26 April 2007

Weekly Rubbish Collection c.500BC-2007

Image: Rubbish  People throughout the country are today putting pegs on their noses and dragging out their pomanders as they prepare to remember the sweet(ish)-smelling streets of England that existed before the death of Weekly Rubbish Collection, which has passed away across much of the realm.

Weekly Rubbish Collection was born in Athens in about 500BC, when the sudden outbreak of democracy finally allowed the people of the city-state a chance to complain about the huge pile of rubbish that had been building up for the past few hundred years without fear of one of the tyrant's hoplites gently counselling them at spearpoint to "shut up and get back to the philosophising". Soon the world's first municipal landfill site was opened a mile outside the city gates, at last giving the Athenians a spot to dump unwanted gifts of philosophical tracts, spare Elgin Marbles and excessive packaging from pots of hummus.

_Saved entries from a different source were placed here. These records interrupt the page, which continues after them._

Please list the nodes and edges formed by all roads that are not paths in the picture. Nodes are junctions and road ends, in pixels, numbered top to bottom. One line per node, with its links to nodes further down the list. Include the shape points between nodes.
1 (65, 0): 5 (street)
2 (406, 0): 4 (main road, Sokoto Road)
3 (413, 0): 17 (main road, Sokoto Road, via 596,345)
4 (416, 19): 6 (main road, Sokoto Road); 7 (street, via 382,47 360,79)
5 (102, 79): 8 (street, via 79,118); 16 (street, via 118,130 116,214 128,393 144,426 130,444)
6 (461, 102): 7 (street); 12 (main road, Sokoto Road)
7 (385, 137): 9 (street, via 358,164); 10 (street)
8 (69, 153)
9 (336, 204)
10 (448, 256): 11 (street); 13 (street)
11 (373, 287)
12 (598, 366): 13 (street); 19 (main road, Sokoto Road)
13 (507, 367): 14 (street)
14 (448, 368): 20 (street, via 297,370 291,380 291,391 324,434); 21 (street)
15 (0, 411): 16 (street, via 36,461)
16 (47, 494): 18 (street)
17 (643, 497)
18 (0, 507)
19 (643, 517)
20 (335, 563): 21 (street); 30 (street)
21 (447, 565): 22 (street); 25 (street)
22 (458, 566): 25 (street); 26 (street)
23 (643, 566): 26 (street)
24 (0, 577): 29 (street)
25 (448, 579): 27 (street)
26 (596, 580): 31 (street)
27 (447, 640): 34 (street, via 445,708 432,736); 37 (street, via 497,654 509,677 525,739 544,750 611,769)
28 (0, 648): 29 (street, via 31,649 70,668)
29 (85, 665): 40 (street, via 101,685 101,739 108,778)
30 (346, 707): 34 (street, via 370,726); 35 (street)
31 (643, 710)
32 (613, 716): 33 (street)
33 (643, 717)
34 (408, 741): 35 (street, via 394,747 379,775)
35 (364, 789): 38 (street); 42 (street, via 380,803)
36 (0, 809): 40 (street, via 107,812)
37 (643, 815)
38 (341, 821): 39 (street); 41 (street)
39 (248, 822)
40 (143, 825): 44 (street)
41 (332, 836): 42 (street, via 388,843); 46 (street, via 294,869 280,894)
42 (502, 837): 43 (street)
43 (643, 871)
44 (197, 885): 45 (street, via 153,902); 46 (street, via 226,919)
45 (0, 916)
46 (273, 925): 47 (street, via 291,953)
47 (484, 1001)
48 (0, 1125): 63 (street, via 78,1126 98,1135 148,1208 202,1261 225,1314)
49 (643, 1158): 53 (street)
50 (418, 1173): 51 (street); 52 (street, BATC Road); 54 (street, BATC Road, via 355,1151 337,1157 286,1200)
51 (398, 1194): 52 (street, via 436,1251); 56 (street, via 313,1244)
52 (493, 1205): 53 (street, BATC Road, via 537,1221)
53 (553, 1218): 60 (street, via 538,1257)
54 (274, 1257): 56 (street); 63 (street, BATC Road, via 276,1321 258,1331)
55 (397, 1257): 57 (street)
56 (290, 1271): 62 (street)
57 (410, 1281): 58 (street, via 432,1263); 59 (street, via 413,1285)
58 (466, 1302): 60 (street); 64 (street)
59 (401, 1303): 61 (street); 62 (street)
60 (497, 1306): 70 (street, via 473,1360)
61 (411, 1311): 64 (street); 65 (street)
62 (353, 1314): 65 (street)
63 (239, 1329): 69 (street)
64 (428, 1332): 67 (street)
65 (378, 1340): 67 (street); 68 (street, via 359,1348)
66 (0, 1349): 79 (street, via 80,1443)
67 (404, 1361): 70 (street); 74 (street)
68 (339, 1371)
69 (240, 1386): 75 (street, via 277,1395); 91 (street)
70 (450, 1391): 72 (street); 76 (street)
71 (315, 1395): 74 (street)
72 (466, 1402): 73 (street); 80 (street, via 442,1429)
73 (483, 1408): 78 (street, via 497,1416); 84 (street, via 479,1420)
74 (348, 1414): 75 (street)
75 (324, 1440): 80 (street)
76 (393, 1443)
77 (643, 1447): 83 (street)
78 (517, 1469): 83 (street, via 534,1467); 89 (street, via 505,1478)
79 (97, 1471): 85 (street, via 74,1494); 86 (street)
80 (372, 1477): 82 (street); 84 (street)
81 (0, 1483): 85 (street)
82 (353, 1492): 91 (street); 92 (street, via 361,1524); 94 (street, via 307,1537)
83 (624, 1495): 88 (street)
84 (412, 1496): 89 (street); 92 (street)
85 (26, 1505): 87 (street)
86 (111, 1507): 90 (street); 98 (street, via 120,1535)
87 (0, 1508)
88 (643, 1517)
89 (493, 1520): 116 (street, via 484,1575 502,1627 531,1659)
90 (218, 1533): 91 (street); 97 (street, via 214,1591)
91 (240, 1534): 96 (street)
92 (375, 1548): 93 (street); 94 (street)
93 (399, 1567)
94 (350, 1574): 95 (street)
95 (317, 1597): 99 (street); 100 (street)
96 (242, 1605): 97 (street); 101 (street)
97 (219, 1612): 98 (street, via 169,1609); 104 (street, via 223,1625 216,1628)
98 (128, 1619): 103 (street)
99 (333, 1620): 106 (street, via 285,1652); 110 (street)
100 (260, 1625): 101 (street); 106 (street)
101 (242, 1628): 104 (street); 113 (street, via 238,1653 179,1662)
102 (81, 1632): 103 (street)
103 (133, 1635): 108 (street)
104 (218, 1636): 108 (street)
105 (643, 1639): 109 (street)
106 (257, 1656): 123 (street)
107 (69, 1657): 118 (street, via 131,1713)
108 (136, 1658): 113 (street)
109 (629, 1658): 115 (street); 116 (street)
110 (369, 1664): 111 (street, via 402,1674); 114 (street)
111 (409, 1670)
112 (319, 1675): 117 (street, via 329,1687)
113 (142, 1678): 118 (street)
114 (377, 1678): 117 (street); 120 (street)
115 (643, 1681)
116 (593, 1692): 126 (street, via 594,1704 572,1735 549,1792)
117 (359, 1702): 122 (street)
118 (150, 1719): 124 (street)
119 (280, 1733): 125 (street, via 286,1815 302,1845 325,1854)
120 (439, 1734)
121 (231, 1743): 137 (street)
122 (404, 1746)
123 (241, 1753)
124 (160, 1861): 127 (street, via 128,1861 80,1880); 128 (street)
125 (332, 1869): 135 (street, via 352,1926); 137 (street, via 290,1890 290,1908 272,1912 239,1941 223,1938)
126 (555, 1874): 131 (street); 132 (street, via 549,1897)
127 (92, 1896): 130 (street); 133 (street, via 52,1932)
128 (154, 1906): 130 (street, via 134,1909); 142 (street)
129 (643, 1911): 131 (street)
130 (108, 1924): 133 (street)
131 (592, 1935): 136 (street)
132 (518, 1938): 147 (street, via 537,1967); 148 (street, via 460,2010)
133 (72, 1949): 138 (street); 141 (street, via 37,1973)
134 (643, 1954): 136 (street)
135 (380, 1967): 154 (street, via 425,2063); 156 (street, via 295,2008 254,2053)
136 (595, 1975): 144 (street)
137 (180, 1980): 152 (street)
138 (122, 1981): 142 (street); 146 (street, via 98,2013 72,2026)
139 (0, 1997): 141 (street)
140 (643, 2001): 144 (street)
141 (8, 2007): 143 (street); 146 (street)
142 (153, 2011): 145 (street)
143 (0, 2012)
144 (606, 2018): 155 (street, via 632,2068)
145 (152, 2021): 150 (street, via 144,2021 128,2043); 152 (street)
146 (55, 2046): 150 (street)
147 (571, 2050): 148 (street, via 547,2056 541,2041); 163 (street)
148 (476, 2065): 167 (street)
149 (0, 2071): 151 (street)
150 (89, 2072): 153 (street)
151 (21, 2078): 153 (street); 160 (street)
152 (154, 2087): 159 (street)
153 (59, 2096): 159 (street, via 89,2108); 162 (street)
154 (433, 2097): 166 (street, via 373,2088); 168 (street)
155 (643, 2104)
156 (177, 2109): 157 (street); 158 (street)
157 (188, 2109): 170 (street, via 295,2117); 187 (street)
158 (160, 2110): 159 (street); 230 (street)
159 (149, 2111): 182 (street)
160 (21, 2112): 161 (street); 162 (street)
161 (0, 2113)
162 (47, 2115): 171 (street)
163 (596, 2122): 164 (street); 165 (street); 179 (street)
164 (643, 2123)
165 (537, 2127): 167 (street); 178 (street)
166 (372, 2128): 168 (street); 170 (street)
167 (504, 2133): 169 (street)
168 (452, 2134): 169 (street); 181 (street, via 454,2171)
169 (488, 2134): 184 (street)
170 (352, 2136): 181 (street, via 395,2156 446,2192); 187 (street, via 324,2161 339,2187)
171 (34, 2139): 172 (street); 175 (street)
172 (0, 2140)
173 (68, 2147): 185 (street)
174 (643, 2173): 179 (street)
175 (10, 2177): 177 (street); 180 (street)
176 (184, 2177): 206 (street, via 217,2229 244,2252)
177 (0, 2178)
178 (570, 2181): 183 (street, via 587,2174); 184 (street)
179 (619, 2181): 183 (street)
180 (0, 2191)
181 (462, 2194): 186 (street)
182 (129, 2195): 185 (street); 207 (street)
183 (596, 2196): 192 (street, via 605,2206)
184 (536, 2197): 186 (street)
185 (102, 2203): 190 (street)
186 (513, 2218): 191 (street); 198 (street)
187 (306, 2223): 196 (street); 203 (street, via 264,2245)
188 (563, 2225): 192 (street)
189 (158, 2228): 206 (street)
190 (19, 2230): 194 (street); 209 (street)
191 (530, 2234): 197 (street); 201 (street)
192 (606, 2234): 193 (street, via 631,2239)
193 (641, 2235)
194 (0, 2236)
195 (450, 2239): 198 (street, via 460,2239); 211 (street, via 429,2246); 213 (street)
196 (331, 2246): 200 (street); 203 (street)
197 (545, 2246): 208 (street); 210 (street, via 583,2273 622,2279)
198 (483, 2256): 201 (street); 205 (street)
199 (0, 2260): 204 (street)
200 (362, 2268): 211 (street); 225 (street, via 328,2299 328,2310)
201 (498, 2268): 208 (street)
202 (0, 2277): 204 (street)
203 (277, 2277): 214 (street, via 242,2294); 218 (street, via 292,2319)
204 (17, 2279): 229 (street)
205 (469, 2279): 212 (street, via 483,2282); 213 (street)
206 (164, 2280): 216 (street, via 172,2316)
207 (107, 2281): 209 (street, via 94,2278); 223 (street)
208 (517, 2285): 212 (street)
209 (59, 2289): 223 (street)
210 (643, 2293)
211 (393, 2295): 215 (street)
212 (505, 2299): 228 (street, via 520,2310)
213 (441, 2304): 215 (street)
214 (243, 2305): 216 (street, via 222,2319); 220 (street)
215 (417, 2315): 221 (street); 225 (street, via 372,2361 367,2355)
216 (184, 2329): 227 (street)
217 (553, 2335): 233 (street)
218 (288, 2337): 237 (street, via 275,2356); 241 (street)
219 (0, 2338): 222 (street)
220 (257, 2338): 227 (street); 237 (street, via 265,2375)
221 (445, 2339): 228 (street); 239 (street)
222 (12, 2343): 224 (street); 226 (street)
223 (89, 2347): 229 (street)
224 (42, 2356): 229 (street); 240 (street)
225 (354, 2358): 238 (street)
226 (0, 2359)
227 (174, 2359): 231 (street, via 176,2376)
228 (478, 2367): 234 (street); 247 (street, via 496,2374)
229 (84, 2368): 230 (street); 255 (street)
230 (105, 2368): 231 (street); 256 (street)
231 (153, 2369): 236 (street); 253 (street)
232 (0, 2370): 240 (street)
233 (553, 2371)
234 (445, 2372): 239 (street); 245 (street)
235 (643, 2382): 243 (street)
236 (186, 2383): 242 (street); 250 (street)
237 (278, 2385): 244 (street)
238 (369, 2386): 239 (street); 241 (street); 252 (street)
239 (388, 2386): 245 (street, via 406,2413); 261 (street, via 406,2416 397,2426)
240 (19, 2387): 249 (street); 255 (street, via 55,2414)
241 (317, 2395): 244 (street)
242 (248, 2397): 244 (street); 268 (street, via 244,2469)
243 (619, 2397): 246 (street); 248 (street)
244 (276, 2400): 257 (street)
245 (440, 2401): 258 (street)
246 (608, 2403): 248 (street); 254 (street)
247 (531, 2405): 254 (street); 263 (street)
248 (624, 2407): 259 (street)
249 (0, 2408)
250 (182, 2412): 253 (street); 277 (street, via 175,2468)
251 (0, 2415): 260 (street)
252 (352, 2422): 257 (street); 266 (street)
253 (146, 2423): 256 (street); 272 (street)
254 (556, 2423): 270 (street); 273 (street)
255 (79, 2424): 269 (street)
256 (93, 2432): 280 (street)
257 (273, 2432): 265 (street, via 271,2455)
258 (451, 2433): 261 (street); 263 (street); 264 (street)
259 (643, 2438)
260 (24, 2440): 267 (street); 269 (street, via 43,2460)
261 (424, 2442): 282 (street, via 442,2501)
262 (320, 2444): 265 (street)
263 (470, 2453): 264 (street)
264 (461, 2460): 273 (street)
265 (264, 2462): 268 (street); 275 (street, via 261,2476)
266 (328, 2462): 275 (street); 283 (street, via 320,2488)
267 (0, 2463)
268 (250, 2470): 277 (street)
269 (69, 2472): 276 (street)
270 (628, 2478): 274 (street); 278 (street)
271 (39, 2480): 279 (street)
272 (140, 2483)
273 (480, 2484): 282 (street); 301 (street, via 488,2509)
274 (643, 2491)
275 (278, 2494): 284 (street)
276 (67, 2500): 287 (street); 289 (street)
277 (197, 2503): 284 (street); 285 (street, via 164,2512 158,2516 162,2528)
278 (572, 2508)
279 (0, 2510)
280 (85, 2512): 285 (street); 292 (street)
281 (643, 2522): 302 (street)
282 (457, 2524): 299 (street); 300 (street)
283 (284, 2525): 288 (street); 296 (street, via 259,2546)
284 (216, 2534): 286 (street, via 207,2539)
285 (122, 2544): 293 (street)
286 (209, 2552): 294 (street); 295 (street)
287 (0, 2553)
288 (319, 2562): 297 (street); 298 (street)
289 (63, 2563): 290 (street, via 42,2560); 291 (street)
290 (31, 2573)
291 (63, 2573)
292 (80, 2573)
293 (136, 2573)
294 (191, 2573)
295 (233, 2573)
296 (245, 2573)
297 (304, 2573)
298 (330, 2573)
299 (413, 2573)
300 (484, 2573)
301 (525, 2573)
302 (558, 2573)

Despite the Athenians' good work and numerous advances in waste technology by the Romans, the progress of rubbish collection was halted and then put into reverse by the arrival of the Dark Ages, so-called presumably because no-one wanted to put a light on for fear of seeing the great piles of ordure that surrounded them. By the late 13th century matters had become so bad in Britain that in 1297 a law was passed in England requiring householders to keep the front of their homes free from rubbish, which was marvellous news for anyone passing along the streets before the houses but not so good for anyone who happened to be playing in the back yard at the time.

In 1354 Weekly Rubbish Collection finally came to Britain, with each of London's wards employing "muckrakers" to rake rubbish together, load it into carts and remove it once a week (unlike today when muckrakers rake rubbish together, load it into their laptops and publish it in newspapers and on the internet every day). By 1407 householders were being required to keep all their rubbish indoors until the rakers could collect it and carry it off - in a move that would set a long-lasting trend - to Essex.

The glory days of Rubbish Collection, however, were ushered in by the Industrial Revolution - allowing Britons to produce such vast amounts of goods that it finally became possible for all strata of society to be able to afford to chuck stuff away. With the streets now filled with malodorous waste and malodorous freelance waste-collectors, in 1875 The Public Health Act was passed, requiring local authorities to arrange the removal and disposal of waste and requiring householders to store their rubbish in dustbins.

For more than a hundred years the system worked well. Each week the dustbin men would arrive at an ungodly hour in the morning and rouse the sleeping neighbourhood with an impromptu rendition of the louder bits of Stomp, before collecting up the rubbish bins and scattering a portion of their contents over the streets as an offering to the dusty gods.

Trouble lay ahead for Weekly Rubbish Collection, however. With new technologies and increasing wealth - not to mention supermarkets' desire to add value to their products by encasing them in more packaging than is required for the disposal of nuclear waste - came an explosion in the amount of rubbish generated by each household. Soon landfill sites were filling up, incinerators were overloading and councils were dragged low by the cost of waste disposal. In the end the only option open was to cancel Weekly Rubbish Collection altogether, replacing it with its younger (eco-friendly but rather less hygienic) sibling the Alternate Weekly Collection or AWC. With the AWC loudly proclaiming its green credentials to the people (and its cost-saving benefits to the councils) while merrily collecting rubbish one week and recycling the next and leaving the rest to hang around attracting flies, rats and tabloid hacks desperate for a scoop about what Z-list celebs throw away, Weekly Rubbish Collection found itself supplanted.

Weekly Rubbish Collection will pass away just as soon as there's no danger of its death harming any local election results. It will be cremated in a municipal incinerator before having its ashes scattered up and down the street outside your front door. It is survived by a surprisingly fat urban fox population, piles of bin bags on the pavement and a continuing unwillingness on the part of Brits to recycle rubbish anywhere other than their TV screens.